=== DATA EXCERPTS ===
★ ★ ★ ★

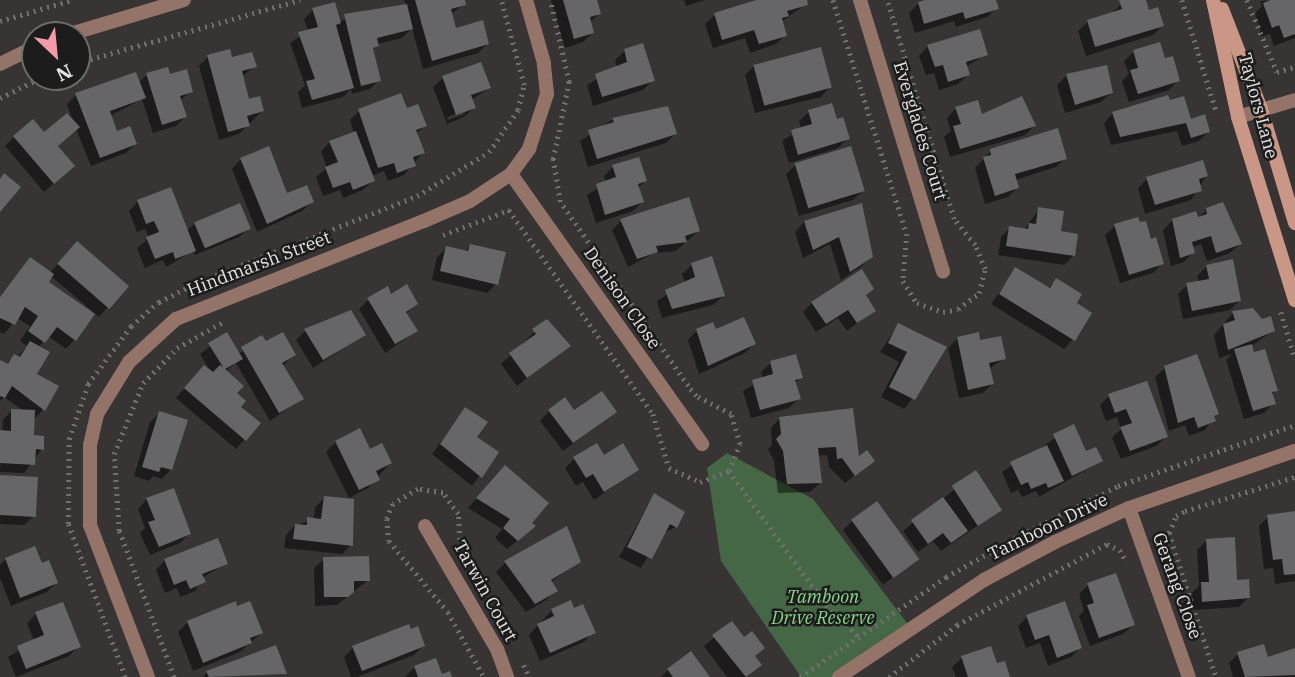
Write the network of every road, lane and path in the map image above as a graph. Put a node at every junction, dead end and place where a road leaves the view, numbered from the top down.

★ ★ ★ ★

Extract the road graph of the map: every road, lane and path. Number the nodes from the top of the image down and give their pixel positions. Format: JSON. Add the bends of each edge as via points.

★ ★ ★ ★

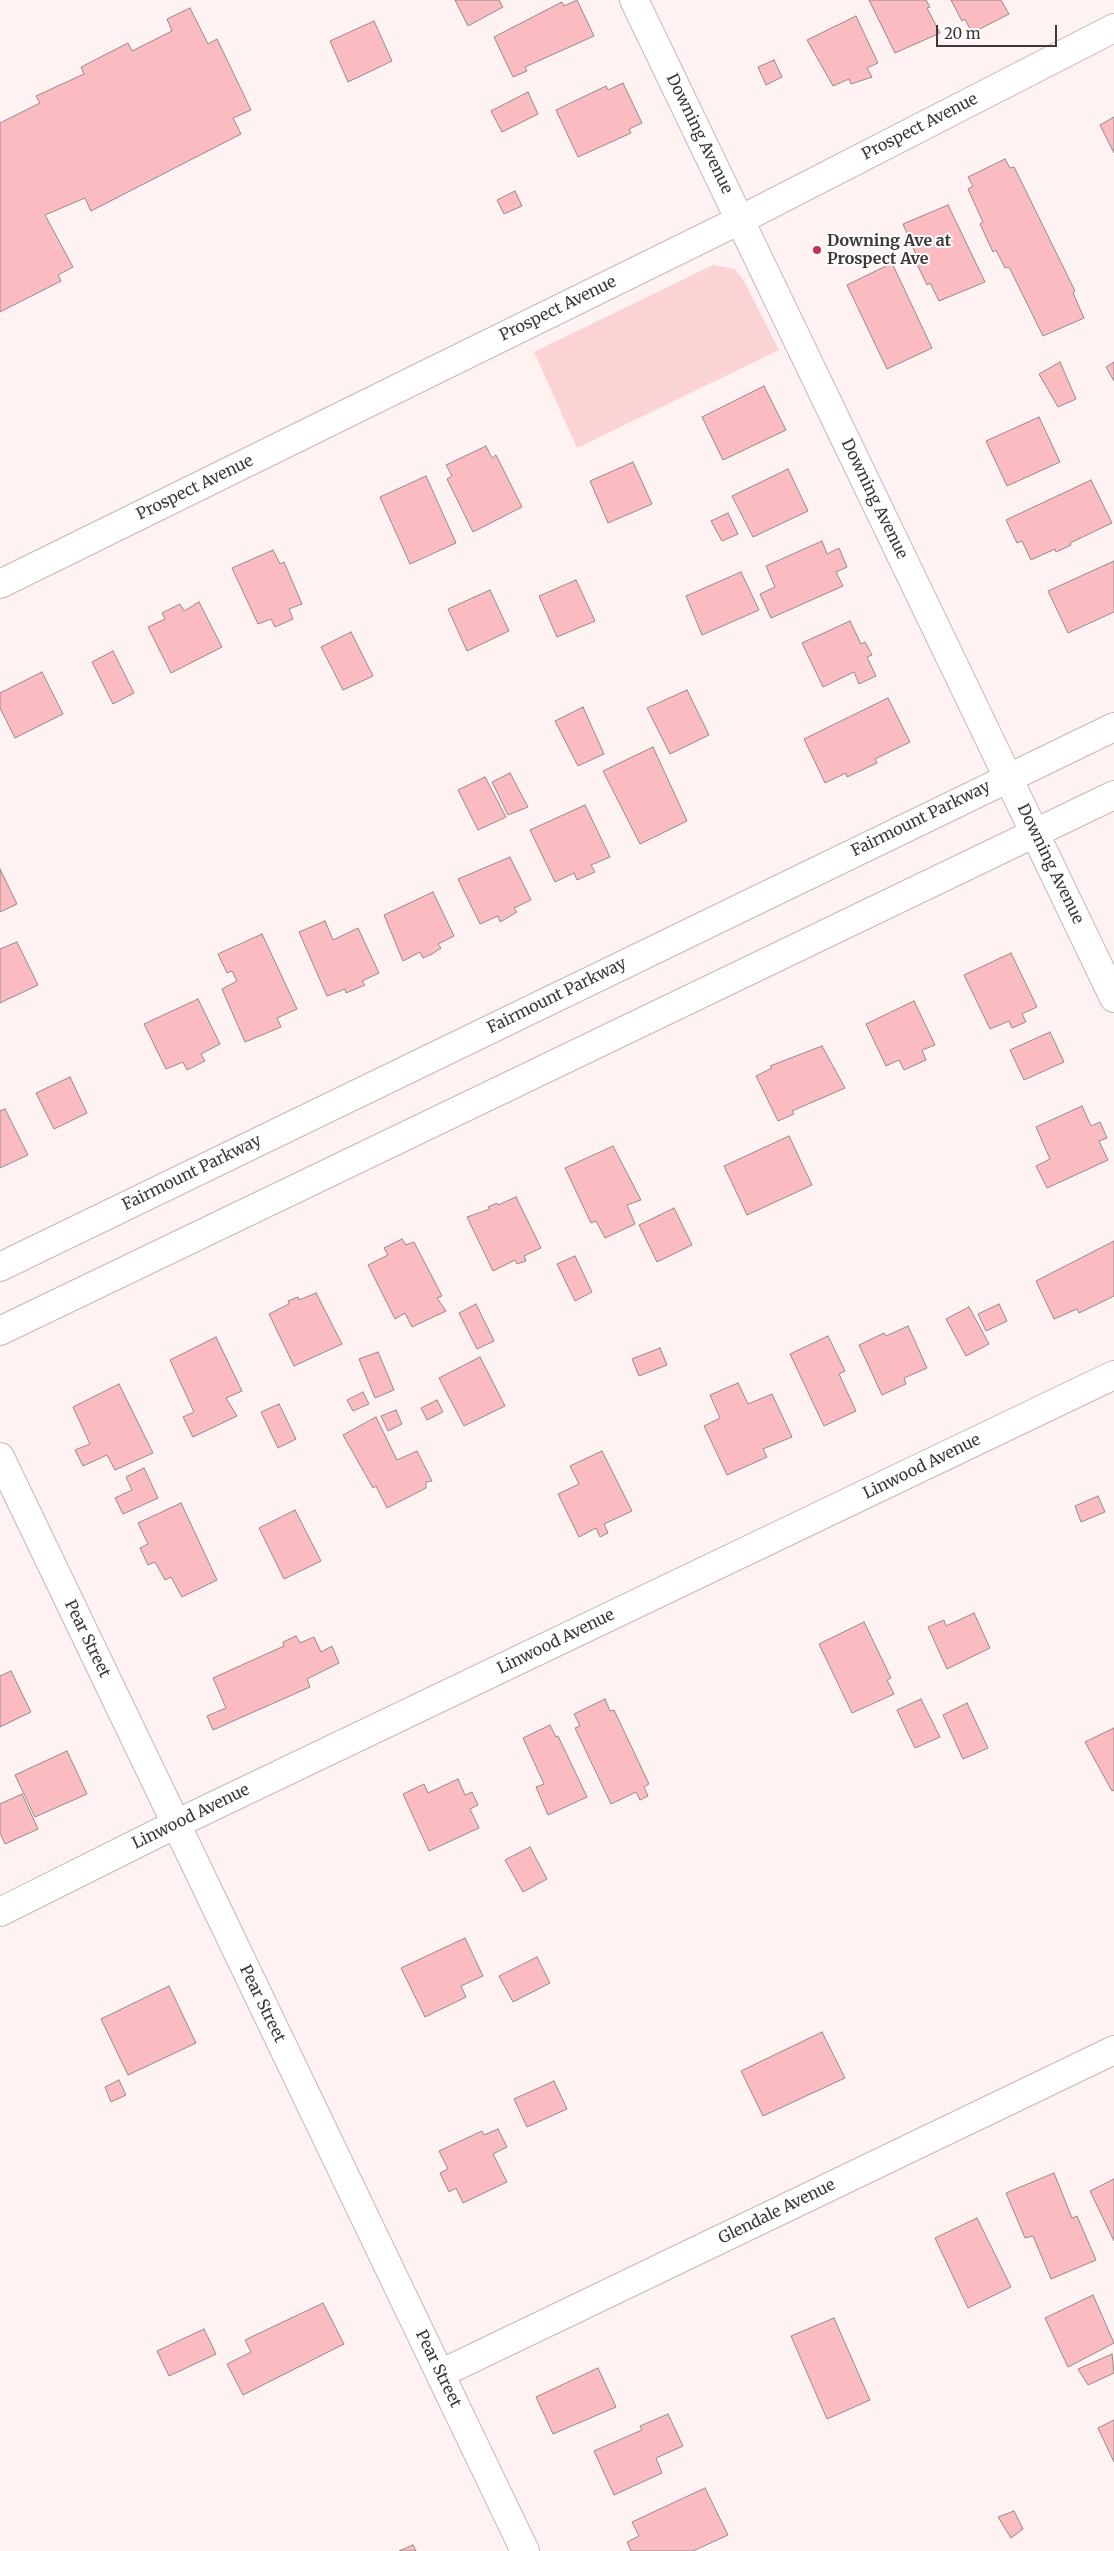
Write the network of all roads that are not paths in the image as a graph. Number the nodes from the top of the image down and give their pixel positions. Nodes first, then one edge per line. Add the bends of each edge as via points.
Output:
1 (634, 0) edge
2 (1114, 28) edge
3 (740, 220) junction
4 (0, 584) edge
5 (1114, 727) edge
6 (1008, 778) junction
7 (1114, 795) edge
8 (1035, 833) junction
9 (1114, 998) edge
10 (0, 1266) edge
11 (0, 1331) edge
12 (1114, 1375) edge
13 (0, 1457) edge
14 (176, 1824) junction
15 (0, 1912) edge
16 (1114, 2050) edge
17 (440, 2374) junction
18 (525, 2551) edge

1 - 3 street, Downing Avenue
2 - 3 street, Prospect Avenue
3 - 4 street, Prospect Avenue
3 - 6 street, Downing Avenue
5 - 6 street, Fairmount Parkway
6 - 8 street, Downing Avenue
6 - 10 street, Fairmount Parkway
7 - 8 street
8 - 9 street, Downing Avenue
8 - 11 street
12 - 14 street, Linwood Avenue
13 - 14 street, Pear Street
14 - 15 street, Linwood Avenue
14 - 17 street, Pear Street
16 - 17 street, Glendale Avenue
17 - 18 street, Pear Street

★ ★ ★ ★

Please find, in the entries above, every line where "each" occurs, and copy it.

Extract the road graph of the map: every road, lane and path. Number the nodes from the top of the image down and give their pixel positions. Format: JSON. Add the bends of each edge as via points.
Write the network of all roads that are not paths in the image as a graph. Number the nodes from the top of the image down and give their pixel positions. Nodes first, then one edge per line. Add the bends of each edge as via points.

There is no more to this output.